It is notable that other studies have used similar vascular function measures (FMD and arterial stiffness) as used in the present study to clarify the association of ABC treatment with subclinical CVD risk in PWH [22–24]. In these previous reports, ABC treatment was associated with impaired vascular endothelial dilation and elevated arterial stiffness.
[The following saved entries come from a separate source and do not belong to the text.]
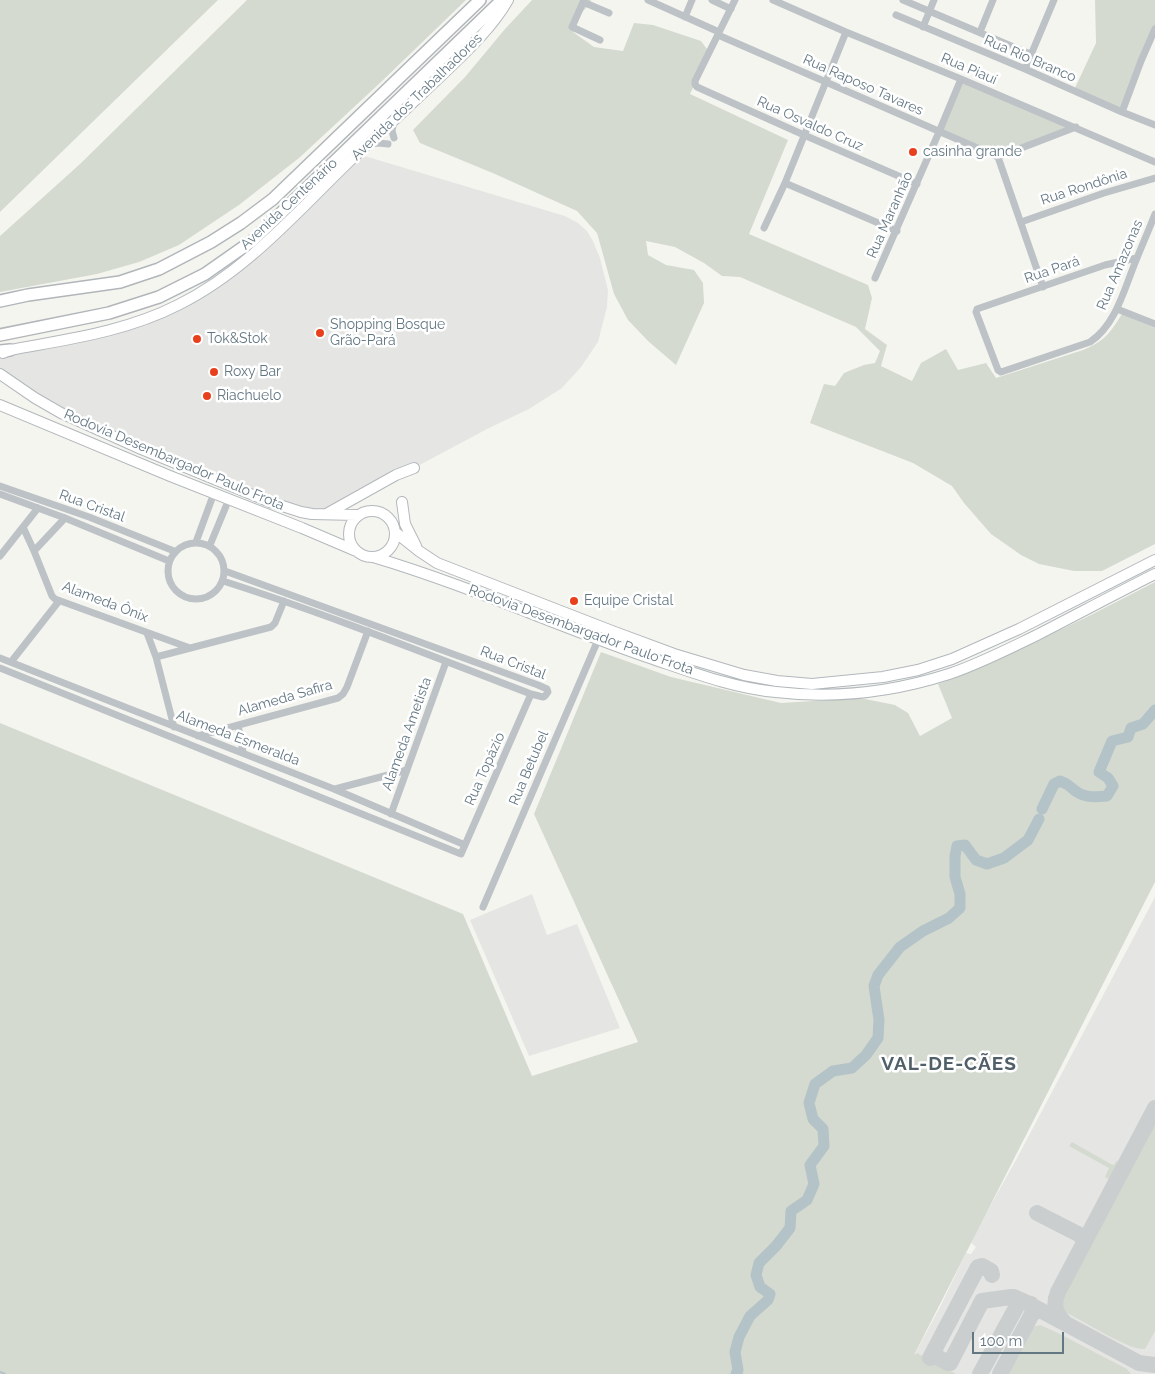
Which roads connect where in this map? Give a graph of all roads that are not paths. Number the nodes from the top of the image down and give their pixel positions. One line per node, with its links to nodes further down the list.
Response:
1 (480, 0): 50 (main road, Avenida Centenário)
2 (502, 0): 55 (main road, Avenida Centenário)
3 (508, 0): 30 (street, Avenida dos Trabalhadores)
4 (648, 0): 18 (street, Rua Raposo Tavares)
5 (692, 0): 18 (street)
6 (712, 0): 14 (street)
7 (735, 0): 14 (street)
8 (773, 0): 21 (street, Rua Piauí)
9 (903, 0): 15 (street, Rua Rio Branco)
10 (934, 0): 15 (street)
11 (993, 0): 22 (street)
12 (1054, 0): 25 (street)
13 (583, 1): 16 (street); 24 (street)
14 (731, 9): 23 (street)
15 (930, 11): 19 (street); 22 (street, Rua Rio Branco)
16 (609, 13)
17 (896, 15): 19 (street, Rua Rio Branco)
18 (685, 17): 23 (street, Rua Raposo Tavares)
19 (923, 27): 26 (street, Rua Rio Branco)
20 (1155, 29): 29 (street)
21 (846, 32): 27 (street, Rua Piauí); 28 (street)
22 (980, 32): 25 (street, Rua Rio Branco)
23 (719, 34): 28 (street, Rua Raposo Tavares); 34 (street, Rua Osvaldo Cruz)
24 (600, 40)
25 (1030, 54): 26 (street)
26 (1025, 69): 29 (street, Rua Rio Branco)
27 (961, 79): 32 (street, Rua Piauí); 33 (street, Rua Maranhão)
28 (826, 82): 33 (street, Rua Raposo Tavares); 34 (street)
29 (1122, 112): 31 (street, Rua Rio Branco)
30 (394, 121): 35 (street); 36 (street, Avenida dos Trabalhadores)
31 (1155, 125)
32 (1076, 127): 38 (street); 39 (street, Rua Piauí)
33 (939, 132): 38 (street, Rua Raposo Tavares); 42 (street, Rua Maranhão)
34 (804, 135): 41 (street); 42 (street, Rua Osvaldo Cruz)
35 (394, 138)
36 (369, 144): 37 (street); 56 (street, Avenida dos Trabalhadores)
37 (388, 144)
38 (998, 157): 44 (street)
39 (1155, 162)
40 (1155, 178): 44 (street, Rua Rondônia)
41 (785, 183): 45 (street); 46 (street)
42 (917, 184): 46 (street, Rua Maranhão)
43 (1155, 214): 47 (street, Rua Amazonas)
44 (1021, 222): 49 (street)
45 (764, 228)
46 (897, 231): 48 (street, Rua Maranhão)
47 (1137, 258): 49 (street, Rua Pará); 53 (street, Rua Amazonas)
48 (875, 278)
49 (1044, 287): 57 (street, Rua Pará)
50 (28, 295): 51 (main road, Avenida Centenário); 52 (main road)
51 (0, 301)
52 (0, 305)
53 (1117, 309): 54 (street); 57 (street, Rua Amazonas)
54 (1155, 324)
55 (0, 335)
56 (3, 352)
57 (1000, 372)
58 (0, 374): 61 (street, Rodovia Desembargador Paulo Frota)
59 (0, 405): 62 (street, Rodovia Desembargador Paulo Frota)
60 (414, 468): 69 (street)
61 (191, 470): 62 (street); 69 (street, Rodovia Desembargador Paulo Frota)
62 (170, 476): 64 (street, Rodovia Desembargador Paulo Frota)
63 (0, 486): 71 (street, Rua Cristal)
64 (214, 492): 66 (street, Rodovia Desembargador Paulo Frota); 76 (street)
65 (0, 494): 68 (street, Rua Cristal)
66 (229, 498): 77 (street); 80 (street, Rodovia Desembargador Paulo Frota)
67 (402, 502): 81 (street)
68 (38, 508): 72 (street, Rua Cristal); 74 (street)
69 (327, 514): 70 (street, Rodovia Desembargador Paulo Frota)
70 (357, 515): 75 (street); 80 (street)
71 (89, 517): 73 (street); 79 (street, Rua Cristal)
72 (65, 518): 73 (street, Rua Cristal); 78 (street)
73 (84, 526): 85 (street, Rua Cristal)
74 (23, 527): 78 (street, Alameda Ônix); 82 (street)
75 (396, 532): 81 (street, Rodovia Desembargador Paulo Frota); 83 (street)
76 (196, 542): 77 (street); 79 (street)
77 (210, 545): 86 (street)
78 (34, 551): 89 (street, Alameda Ônix)
79 (174, 551): 85 (street)
80 (356, 551): 83 (street)
81 (418, 551): 84 (street, Rodovia Desembargador Paulo Frota)
82 (0, 556)
83 (373, 557): 94 (street, Rodovia Desembargador Paulo Frota)
84 (1155, 560)
85 (169, 561): 88 (street)
86 (225, 571): 88 (street); 91 (street, Rua Cristal)
87 (1155, 574): 94 (street, Rodovia Desembargador Paulo Frota)
88 (223, 581): 90 (street, Rua Cristal)
89 (59, 601): 93 (street, Alameda Ônix); 98 (street)
90 (284, 601): 91 (street, Rua Cristal); 95 (street)
91 (328, 612): 92 (street, Rua Cristal); 101 (street, Rua Cristal)
92 (368, 631): 99 (street, Rua Cristal); 107 (street, Alameda Safira)
93 (147, 632): 95 (street, Alameda Ônix); 96 (street)
94 (598, 640): 121 (street, Rua Betubel)
95 (190, 648): 96 (street)
96 (156, 657): 108 (street)
97 (0, 658): 98 (street, Alameda Esmeralda)
98 (11, 662): 102 (street, Alameda Esmeralda)
99 (446, 662): 103 (street, Rua Cristal); 114 (street, Alameda Ametista)
100 (0, 668): 104 (street, Alameda Esmeralda)
101 (492, 668): 103 (street); 105 (street, Rua Cristal)
102 (47, 676): 104 (street); 106 (street, Alameda Esmeralda)
103 (488, 678): 105 (street, Rua Cristal)
104 (43, 686): 109 (street, Alameda Esmeralda)
105 (531, 694): 119 (street, Rua Topázio)
106 (160, 721): 108 (street, Alameda Esmeralda); 109 (street)
107 (238, 725): 110 (street, Alameda Safira); 111 (street)
108 (174, 727): 110 (street, Alameda Esmeralda)
109 (157, 731): 113 (street, Alameda Esmeralda)
110 (198, 736): 111 (street, Alameda Esmeralda)
111 (243, 752): 112 (street, Alameda Esmeralda)
112 (252, 757): 113 (street); 115 (street, Alameda Esmeralda)
113 (248, 768): 118 (street, Alameda Esmeralda)
114 (407, 770): 115 (street); 117 (street, Alameda Ametista)
115 (334, 789): 116 (street, Alameda Esmeralda)
116 (379, 809): 117 (street, Alameda Esmeralda); 118 (street)
117 (391, 814): 119 (street, Alameda Esmeralda)
118 (375, 819): 120 (street, Alameda Esmeralda)
119 (466, 845): 120 (street, Rua Topázio)
120 (461, 854)
121 (483, 907)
Indeed, an in vitro study of the effect of ABC on human endothelial cells indicated that drug exposure resulted in diminished endothelial nitric oxide synthase and increased oxidative stress, supporting the notion that ABC treatment may be deleterious to the vascular endothelium [25]. However, other studies have failed to find an association of ABC treatment with vascular endothelial dysfunction indexed by FMD or carotid intimal wall thickness [24, 26, 27]. The latter studies support recent meta-analyses of randomized clinical trials, wherein an association of ABC use with myocardial infarction risk was not found [54–57]. Similarly, other studies have shown that ABC treatment is not associated with insulin resistance, dyslipidemia, central adiposity or other traditional CVD risk factors [58, 59]. The present findings are consistent with these studies and have extended these findings to measures examining arterial stiffness using different methodologies assessing both central and peripheral sites and endothelial repair function. Of note, study findings were independent of demographics, medication use prescribed for comorbid conditions, and substance abuse.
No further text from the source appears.